Isman reorganized the county's Volunteer Fire Commission and charged it with the task of developing a volunteer recruitment program, a retirement system for volunteers and a set of new training standards that would bring volunteers up to par with career firefighters.
Next, the department and the volunteer chiefs sat down and developed a formal chain of command. "Every volunteer officer is built in at the appropriate level," said Owens. "It goes from the county fire chief right on down the structure."
Volunteers now conduct regular recruitment drives, and a year ago started a cadet program for 16- and 17-year-olds. They also are developing a media program for area high schools.
Under a training program volunteers developed, recruits are certified according to standards approved by the National Fire Protection Association.
New volunteers start with 20 hours of indoctrination to get familiar with station operations. Then, they must take 60 hours of training at the county fire academy to qualify as a Fire Fighter I.

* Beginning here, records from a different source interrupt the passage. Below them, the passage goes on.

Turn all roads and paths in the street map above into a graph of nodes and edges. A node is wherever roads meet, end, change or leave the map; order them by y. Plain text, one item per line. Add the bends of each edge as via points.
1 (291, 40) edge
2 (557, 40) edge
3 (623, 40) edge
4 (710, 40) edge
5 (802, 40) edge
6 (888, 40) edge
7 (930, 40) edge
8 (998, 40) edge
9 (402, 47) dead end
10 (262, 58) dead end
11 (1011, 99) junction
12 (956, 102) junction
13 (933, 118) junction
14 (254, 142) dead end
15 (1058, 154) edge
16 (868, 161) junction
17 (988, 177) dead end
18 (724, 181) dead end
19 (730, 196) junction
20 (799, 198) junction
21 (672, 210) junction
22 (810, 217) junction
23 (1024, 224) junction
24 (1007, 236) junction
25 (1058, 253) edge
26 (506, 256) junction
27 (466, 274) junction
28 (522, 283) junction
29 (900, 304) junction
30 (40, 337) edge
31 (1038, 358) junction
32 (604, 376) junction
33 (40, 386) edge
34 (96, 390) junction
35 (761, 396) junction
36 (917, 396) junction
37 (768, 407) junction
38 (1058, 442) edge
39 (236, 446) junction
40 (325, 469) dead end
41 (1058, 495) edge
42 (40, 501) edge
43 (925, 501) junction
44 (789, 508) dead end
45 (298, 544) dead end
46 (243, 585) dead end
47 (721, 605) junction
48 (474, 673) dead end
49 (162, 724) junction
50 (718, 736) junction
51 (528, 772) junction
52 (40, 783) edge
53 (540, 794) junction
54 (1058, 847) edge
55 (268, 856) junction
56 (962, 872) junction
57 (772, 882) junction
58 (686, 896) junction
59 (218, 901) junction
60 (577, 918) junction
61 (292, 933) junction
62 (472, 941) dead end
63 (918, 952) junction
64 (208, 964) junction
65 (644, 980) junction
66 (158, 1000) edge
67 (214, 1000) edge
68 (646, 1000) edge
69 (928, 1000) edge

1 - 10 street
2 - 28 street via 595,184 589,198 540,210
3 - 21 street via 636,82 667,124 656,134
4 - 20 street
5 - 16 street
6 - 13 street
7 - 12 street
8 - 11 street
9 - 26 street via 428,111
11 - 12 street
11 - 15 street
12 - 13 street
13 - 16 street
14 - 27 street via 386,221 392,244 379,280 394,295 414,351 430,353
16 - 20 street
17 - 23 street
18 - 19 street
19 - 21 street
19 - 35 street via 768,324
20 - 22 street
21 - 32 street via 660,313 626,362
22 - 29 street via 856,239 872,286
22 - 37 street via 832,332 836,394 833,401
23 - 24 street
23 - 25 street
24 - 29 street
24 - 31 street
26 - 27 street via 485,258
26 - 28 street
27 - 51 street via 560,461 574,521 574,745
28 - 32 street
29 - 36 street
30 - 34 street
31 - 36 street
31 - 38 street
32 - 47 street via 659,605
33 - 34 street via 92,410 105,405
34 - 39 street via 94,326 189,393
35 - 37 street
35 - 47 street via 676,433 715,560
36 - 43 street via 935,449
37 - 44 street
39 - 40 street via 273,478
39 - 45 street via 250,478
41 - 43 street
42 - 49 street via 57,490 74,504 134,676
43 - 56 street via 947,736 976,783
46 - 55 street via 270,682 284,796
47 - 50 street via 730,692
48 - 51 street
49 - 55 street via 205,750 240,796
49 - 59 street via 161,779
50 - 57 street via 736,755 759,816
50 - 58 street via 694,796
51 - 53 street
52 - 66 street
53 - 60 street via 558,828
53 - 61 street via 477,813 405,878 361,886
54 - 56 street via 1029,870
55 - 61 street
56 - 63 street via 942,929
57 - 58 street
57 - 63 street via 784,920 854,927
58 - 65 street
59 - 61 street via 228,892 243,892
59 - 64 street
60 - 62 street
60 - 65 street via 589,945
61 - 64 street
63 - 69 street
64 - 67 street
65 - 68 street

To advance to Fire Fighter II and III ranks, they must take 81 hours of emergency medical training, which includes time in a hospital emergency room, and 60 hours of additional fire training. From there, they can specialize in such fields as emergency medical service, or they can undergo even more training to become an officer.
After that, volunteers must take 48 hours of refresher training each year and spend a minimum of 20 hours a month on duty, the equivalent of about one night a week.
"By emphasizing training, we got rid of those issues that cause friction between paid and volunteers. They trust us," said West, one of four volunteer battalion chiefs.
The county staffs each piece of equipment at minimum levels with career firefighters. But volunteers who are certified can serve in any county station to supplement paid staff or can fill vacancies caused by illness or vacation.
As a result, on a given fire scene a volunteer may actually command both career and volunteer firefighters.
"Once you're on the scene of a fire, someone in a burning building can't distinguish a patch on one's shoulder," said Owens. "That's the way it should be all the time."